This worked. Fish arriving at Japanese markets after five-day journeys tasted as fresh as locally caught fish because they'd remained physiologically active and vital until the moment of sale. The fishing companies achieved their goal: delivering the specific quality their customers valued regardless of technical obstacles.
What This Means for Your Fish Farm
This story illustrates several principles directly applicable to fish farming:
Technical solutions that don't satisfy actual customer values fail commercially. Freezing solved the technical problem of preservation but failed commercially because it didn't deliver what customers actually valued. Your farm might solve technical problems brilliantly whilst missing market requirements completely.
Understanding what customers truly value requires going beyond surface requirements. Japanese buyers didn't just want fresh fish—they wanted the specific taste characteristics that accompany vitality and activity. Your buyers might want "fresh fish," but what specific characteristics define freshness for their particular use? Understanding this distinction changes everything about how you approach production and delivery.

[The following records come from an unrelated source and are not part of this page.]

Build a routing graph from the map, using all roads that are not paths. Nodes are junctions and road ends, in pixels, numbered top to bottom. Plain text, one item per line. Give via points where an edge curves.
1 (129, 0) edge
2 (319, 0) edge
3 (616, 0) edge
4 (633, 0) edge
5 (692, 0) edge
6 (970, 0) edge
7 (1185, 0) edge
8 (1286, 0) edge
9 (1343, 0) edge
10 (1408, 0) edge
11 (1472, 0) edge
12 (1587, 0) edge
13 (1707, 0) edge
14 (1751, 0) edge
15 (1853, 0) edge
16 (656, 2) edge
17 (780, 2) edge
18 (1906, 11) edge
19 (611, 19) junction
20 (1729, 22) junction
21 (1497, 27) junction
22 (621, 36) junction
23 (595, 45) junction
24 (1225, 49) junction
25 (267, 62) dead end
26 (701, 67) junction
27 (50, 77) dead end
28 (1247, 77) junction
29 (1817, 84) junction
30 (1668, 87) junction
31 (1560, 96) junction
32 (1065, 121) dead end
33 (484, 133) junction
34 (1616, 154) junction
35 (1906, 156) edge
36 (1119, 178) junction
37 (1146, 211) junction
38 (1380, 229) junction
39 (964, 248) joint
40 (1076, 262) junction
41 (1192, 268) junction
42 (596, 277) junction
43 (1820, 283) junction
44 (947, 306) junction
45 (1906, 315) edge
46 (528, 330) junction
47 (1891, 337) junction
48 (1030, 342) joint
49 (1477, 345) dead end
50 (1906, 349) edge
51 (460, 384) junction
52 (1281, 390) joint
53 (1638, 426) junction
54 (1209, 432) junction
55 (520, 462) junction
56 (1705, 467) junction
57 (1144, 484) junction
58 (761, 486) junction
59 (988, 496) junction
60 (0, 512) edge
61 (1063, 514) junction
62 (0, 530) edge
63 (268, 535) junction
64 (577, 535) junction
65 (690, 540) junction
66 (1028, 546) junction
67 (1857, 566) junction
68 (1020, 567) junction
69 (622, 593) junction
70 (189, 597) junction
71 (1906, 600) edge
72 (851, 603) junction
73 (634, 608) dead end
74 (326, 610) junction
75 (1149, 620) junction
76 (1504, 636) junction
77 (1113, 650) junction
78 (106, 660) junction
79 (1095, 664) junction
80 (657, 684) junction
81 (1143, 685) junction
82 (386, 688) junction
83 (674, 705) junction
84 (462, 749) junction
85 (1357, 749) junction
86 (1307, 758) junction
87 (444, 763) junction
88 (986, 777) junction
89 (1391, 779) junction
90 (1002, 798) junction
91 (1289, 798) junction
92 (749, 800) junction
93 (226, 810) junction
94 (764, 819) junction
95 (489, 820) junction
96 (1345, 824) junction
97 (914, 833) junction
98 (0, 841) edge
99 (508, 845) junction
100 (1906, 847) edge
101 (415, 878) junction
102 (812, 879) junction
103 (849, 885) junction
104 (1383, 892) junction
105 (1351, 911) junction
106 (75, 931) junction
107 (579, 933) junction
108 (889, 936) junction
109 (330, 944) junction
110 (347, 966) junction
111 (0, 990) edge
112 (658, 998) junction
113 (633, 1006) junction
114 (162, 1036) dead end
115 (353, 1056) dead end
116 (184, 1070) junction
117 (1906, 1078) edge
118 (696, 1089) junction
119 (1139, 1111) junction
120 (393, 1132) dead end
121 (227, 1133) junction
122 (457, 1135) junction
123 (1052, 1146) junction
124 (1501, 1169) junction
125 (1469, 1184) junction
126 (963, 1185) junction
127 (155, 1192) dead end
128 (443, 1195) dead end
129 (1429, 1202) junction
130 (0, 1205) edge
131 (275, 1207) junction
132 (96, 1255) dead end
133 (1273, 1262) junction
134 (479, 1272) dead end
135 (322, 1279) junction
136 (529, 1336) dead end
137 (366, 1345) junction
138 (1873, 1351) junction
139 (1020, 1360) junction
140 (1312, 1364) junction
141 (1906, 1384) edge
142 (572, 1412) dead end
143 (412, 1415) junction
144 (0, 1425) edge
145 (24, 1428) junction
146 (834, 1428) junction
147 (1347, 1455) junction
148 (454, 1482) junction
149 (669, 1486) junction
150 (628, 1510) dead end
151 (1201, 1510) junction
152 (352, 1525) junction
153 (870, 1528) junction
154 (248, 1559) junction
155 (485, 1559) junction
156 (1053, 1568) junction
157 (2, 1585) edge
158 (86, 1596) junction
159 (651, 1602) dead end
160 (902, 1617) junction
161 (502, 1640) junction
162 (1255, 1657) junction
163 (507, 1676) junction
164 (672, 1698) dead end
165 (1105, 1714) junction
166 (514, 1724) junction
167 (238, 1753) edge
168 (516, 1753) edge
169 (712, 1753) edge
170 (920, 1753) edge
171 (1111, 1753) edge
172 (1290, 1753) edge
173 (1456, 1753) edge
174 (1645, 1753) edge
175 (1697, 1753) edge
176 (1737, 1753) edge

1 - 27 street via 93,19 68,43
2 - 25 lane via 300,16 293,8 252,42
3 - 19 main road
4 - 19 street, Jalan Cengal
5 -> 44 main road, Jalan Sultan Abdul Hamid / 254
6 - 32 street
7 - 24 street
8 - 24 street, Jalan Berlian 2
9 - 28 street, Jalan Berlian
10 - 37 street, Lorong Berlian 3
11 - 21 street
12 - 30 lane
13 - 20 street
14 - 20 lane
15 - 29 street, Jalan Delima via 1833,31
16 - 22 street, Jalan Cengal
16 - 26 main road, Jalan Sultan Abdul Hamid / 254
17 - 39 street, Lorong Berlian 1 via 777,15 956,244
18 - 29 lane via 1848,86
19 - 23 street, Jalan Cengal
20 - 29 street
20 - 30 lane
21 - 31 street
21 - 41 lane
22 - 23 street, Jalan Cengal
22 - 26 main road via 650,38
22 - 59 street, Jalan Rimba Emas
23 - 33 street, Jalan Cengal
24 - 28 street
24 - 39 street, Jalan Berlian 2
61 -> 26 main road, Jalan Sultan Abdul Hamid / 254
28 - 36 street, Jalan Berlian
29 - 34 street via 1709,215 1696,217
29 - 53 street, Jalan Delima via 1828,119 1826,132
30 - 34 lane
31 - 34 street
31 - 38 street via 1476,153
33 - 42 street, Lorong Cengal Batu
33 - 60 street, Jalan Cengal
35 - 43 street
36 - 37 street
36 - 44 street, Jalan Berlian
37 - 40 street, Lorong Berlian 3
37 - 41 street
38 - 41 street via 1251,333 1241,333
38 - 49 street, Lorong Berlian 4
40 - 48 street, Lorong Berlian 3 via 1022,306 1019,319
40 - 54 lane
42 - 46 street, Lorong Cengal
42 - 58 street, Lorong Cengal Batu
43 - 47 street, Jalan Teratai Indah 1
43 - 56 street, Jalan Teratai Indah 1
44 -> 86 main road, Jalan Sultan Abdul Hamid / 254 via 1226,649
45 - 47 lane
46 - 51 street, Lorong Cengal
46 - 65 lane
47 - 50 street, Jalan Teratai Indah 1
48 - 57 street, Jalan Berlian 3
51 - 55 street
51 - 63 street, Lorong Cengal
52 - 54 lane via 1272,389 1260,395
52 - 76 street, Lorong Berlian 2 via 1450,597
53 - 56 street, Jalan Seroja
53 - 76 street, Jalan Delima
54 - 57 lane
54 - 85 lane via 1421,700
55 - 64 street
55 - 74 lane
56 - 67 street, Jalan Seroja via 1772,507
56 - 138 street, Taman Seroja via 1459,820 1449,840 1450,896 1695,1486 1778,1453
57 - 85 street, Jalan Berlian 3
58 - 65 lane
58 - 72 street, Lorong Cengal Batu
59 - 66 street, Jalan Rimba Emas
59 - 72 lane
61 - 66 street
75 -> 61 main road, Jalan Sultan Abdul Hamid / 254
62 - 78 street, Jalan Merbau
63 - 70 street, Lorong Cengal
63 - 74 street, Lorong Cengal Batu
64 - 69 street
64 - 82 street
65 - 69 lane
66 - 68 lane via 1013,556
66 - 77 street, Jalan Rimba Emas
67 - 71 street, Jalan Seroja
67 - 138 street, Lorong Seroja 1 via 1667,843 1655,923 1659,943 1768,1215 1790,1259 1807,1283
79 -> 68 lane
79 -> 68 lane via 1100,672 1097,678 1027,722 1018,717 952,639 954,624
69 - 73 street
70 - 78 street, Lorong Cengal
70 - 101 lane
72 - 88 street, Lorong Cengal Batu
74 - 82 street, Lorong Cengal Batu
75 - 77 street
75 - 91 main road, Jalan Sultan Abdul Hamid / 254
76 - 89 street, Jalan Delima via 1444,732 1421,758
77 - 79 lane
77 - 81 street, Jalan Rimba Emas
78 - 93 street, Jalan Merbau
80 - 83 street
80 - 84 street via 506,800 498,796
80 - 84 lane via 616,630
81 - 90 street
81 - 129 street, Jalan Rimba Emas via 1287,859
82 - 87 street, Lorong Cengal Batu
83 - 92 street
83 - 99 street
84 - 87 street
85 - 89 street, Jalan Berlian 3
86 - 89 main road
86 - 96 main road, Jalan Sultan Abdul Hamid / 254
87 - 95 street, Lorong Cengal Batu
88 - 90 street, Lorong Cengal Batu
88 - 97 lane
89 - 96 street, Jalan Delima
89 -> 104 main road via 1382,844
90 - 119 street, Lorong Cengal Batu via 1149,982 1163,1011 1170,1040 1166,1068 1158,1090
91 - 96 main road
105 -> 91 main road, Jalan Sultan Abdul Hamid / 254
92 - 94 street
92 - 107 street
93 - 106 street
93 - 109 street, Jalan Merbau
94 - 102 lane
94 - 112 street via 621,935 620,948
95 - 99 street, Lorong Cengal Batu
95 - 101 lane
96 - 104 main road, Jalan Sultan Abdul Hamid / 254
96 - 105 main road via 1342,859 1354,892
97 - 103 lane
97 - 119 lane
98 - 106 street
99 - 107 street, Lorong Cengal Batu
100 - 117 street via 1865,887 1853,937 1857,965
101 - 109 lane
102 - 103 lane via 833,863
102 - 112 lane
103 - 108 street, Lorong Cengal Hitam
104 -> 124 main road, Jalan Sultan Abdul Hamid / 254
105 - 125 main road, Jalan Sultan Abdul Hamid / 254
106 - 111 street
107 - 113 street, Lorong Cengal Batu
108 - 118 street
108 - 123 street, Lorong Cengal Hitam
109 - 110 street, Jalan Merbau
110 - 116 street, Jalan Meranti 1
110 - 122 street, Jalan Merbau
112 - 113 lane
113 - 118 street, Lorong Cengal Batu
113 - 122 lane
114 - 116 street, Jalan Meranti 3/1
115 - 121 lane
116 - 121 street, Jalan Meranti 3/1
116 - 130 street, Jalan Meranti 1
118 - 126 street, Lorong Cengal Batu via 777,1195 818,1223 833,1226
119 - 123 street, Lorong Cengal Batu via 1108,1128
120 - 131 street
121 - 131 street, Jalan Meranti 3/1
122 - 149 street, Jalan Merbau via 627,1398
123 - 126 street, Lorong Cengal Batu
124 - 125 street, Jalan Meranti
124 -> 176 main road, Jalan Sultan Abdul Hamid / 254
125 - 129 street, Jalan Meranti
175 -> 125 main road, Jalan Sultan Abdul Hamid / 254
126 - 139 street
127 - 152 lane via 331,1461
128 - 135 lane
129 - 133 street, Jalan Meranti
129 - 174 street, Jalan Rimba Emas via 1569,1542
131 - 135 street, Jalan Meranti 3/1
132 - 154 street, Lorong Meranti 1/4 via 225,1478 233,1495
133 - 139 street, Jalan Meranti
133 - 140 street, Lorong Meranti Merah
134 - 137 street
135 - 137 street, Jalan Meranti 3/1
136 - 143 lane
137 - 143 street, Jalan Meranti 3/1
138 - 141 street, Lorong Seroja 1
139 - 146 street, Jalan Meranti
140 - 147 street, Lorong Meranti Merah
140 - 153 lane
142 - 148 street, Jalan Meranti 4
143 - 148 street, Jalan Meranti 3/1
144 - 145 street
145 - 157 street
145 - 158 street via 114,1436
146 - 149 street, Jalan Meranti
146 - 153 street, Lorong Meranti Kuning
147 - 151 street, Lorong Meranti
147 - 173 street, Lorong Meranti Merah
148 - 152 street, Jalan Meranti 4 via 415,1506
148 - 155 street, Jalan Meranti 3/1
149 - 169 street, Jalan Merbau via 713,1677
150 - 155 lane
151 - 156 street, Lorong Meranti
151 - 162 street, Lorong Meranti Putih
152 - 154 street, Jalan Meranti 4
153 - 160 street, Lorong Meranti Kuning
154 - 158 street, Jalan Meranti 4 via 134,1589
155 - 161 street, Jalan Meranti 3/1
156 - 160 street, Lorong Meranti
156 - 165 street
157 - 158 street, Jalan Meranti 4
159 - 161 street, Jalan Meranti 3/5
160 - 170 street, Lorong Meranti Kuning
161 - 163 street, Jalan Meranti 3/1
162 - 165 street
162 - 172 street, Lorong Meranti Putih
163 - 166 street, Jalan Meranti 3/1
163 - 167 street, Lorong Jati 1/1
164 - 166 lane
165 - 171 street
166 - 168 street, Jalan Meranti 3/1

Satisfying demanding customers requires creativity and persistence. The fishing companies didn't give up after their first two solutions failed. They kept experimenting until finding something that worked. Your market might have requirements that seem impossible to meet given your resources—but impossible problems sometimes have creative solutions when you're determined to find them.
Going the extra mile creates competitive advantage. Most fishing companies would have stopped at frozen fish or live tanks. The shark solution required extra effort, some fish loss, and non-obvious thinking. But it created fish that commanded premium prices other companies couldn't achieve. Extra effort in matching customer requirements isn't cost—it's investment in competitive positioning.
Customer requirements define what "quality" means. Quality isn't what you think it should be based on technical standards. Quality is precisely matching what your specific customers value. If your buyers value something you consider unimportant, and don't value something you consider crucial, their definition is correct for your business purposes—not yours. For more on translating market requirements into production decisions, explore business planning strategies that centre on customer value.
How Far Are You Willing to Go?
The Japanese fishing story provokes an uncomfortable question: how far are you willing to go to satisfy your customers' actual requirements? Not what you think they should value, but what they demonstrably do value based on their purchasing behaviour.
The Convenience Problem
Many farmers produce fish using methods that are convenient for them, then expect buyers to adapt to their production system. You harvest when your ponds reach capacity. You sell the sizes your stocking and feeding programme naturally produces. You deliver when it's convenient given your transport arrangements. This approach works when you control the market, but few farmers have that luxury.
A tilapia farmer in Kisumu faced this choice. His natural production cycle produced market-size fish every 7-8 months. But his best buyer—a restaurant chain—needed consistent weekly deliveries. Adapting to meet this requirement meant staggering his pond stocking, maintaining more ponds than absolutely necessary for his production volume, and harvesting smaller quantities more frequently. More complicated, more management intensive, less convenient.
He resisted initially. Why should he complicate his operation to meet one buyer's schedule? But when he calculated the premium this buyer paid for reliable weekly supply—₦200 per kilogram above spot market prices—the business case became clear. The "extra trouble" of production scheduling generated an additional ₦400,000 annual profit on his 2,000kg annual production. The inconvenience was actually investment in a more valuable market position.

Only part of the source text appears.